Debut de section - Permalien
Katia Paulin, déléguée générale adjointe de l'Association des directeurs généraux des communautés de France

Cela concerne également les acteurs privés. Nous avons un exemple de projet qui a été arrêté, en raison de la cessation d'activité d'une plateforme logistique de produits bio.

Debut de section - PermalienPhoto de Cécile Cukierman

Vous avez fait référence au ressenti de certains élus, vis-à-vis de décisions régionales trop verticales et « descendantes », ainsi qu'à leur volonté d'être plus associés et de mettre en place une meilleure co-élaboration des cahiers des charges et des procédures. Cette problématique n'est pas limitée aux seuls fonds européens. Cette co-construction permettrait-elle, en toute objectivité, et au-delà de l'implication politique, une plus grande efficacité quant à la consommation des fonds européens ?

Est-il possible de procéder à une analyse qualitative, sur un certain nombre de projets, permettant de mettre en avant que la lourdeur de la procédure, le délai excessif pour l'obtention des fonds européens est la raison de l'échec de ce projet ? Ou bien, ce projet était-il fragile dès le départ, et n'aurait de toute façon jamais vu le jour ? Tous les fonds européens n'ont pas pour objectif d'être là en accompagnement d'urgence et de sauvegarde ou de réalisation de tel ou tel projet. Cela rejoint le débat que nous avons eu hier sur la manière dont nous percevons l'utilisation des fonds européens en France. Ces fonds doivent-ils servir à des politiques structurantes, avec de véritables effets de levier ? Dans cette perspective, le fait de souffrir de délais importants rendant nécessaire un avancement de trésorerie est moins handicapant. Au contraire, les fonds européens doivent-ils être considérés comme un fonds public existant parmi d'autres ? Il serait intéressant de disposer, sur un ou deux cas, d'une étude qualitative sur les raisons de l'échec d'un projet.

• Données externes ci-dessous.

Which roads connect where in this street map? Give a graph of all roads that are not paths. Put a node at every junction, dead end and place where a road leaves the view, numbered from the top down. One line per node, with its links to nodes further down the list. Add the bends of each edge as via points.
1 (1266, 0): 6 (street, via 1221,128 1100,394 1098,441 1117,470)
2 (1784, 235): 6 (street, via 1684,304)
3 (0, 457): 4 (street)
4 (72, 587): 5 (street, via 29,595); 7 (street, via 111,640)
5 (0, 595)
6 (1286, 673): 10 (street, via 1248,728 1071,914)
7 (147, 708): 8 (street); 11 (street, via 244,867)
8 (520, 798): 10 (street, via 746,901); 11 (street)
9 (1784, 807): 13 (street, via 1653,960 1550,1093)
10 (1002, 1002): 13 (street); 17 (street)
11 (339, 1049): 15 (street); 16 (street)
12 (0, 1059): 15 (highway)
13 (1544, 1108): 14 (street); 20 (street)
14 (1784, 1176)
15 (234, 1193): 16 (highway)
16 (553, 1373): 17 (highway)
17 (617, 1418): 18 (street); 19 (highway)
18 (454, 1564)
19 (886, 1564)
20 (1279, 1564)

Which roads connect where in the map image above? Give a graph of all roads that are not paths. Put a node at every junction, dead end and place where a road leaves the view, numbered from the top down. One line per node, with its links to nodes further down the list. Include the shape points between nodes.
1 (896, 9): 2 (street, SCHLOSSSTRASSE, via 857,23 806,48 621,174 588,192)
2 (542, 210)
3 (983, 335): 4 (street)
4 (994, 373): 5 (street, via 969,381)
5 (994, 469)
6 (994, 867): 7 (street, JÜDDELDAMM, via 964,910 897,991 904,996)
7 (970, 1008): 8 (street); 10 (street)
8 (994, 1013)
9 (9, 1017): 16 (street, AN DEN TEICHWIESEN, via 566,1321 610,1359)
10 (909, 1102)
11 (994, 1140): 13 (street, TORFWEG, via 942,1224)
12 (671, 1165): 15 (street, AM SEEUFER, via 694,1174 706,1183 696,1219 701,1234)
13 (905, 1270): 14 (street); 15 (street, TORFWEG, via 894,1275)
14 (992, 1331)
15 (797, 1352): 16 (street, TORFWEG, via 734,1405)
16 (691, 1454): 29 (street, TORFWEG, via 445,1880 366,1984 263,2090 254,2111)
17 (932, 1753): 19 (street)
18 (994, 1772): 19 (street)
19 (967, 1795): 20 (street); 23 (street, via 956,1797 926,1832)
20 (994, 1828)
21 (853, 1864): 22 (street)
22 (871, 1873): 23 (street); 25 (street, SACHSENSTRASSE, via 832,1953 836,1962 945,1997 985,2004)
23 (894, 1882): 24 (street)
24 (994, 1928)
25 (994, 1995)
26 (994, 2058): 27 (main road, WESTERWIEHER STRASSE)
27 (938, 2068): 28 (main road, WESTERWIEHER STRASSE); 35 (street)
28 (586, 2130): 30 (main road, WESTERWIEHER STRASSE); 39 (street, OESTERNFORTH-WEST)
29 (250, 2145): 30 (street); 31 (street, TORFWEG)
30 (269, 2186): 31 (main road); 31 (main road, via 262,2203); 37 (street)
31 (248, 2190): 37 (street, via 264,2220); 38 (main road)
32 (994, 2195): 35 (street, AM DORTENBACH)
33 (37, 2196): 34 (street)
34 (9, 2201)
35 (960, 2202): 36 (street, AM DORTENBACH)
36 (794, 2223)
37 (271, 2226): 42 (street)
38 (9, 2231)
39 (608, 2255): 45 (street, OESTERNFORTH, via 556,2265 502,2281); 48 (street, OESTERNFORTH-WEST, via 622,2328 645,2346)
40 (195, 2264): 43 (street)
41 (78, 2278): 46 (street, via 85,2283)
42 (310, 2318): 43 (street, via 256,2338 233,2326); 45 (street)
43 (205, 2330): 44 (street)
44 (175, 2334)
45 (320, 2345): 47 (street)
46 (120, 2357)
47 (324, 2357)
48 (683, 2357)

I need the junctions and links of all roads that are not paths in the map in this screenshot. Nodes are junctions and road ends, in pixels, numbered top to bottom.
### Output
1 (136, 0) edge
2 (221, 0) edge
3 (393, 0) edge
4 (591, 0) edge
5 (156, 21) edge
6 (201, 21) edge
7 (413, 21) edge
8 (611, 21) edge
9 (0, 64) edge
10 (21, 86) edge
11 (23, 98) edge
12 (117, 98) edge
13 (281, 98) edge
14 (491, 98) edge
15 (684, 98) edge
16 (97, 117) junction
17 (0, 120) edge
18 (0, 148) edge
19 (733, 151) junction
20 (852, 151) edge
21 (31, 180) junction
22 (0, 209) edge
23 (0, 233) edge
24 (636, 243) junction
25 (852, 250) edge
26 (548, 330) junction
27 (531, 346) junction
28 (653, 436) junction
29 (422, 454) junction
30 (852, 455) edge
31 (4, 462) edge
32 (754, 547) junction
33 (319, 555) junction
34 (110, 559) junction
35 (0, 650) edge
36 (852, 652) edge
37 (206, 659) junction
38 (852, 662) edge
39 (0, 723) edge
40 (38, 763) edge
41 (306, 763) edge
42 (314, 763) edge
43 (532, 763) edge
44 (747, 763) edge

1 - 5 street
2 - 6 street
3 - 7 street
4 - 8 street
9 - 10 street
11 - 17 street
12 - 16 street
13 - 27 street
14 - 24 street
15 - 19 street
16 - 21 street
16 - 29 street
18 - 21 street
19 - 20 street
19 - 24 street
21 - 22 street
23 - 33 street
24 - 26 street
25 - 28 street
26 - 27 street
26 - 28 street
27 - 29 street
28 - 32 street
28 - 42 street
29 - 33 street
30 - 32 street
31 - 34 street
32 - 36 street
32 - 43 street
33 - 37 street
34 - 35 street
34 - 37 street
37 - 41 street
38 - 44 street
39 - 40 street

Je me souviens d'un projet que j'ai fait en lien avec la mission locale. Cette dernière a touché une subvention du FSE au bout d'un an et demi ou deux ans. Elle a obtenu 150 000 francs à l'époque. Si on a fait ce projet, c'est parce que nous avions les reins suffisamment solides. Aujourd'hui, dix ou quinze ans après, je me dis que si nous n'avions pas eu les fonds nous aurions quand même mené à terme ce projet. Ces fonds m'ont-ils amené plus de soucis que d'autres sources de financement ? Je le pense, si on compare la somme touchée aux avances de trésorerie nécessaires et aux difficultés rencontrées.

Debut de section - Permalien
Katia Paulin, déléguée générale adjointe de l'Association des directeurs généraux des communautés de France

Il y a une multiplicité d'acteurs pour le FSE. Il y a au minimum quatre acteurs, en allant parfois à 7 ou 8. Il est donc normal que cela prenne du temps. En revanche, les directeurs généraux des intercommunalités sont étonnés des délais pour les autres fonds, maintenant qu'il existe un seul guichet - la région.

Debut de section - Permalien
David Le Bras, délégué général de l'Association des directeurs généraux des communautés de France

Aujourd'hui, les directeurs généraux et les élus intercommunaux nous indiquent que l'on ne peut pas avoir le même traitement pour tous les territoires. Il est donc nécessaire de travailler avec la région avant de développer du sur-mesure adapté à chaque intercommunalité. Bien évidemment, c'est très compliqué à mettre en place. En effet, dans les grandes régions, il y a entre 100 et 150 intercommunalités.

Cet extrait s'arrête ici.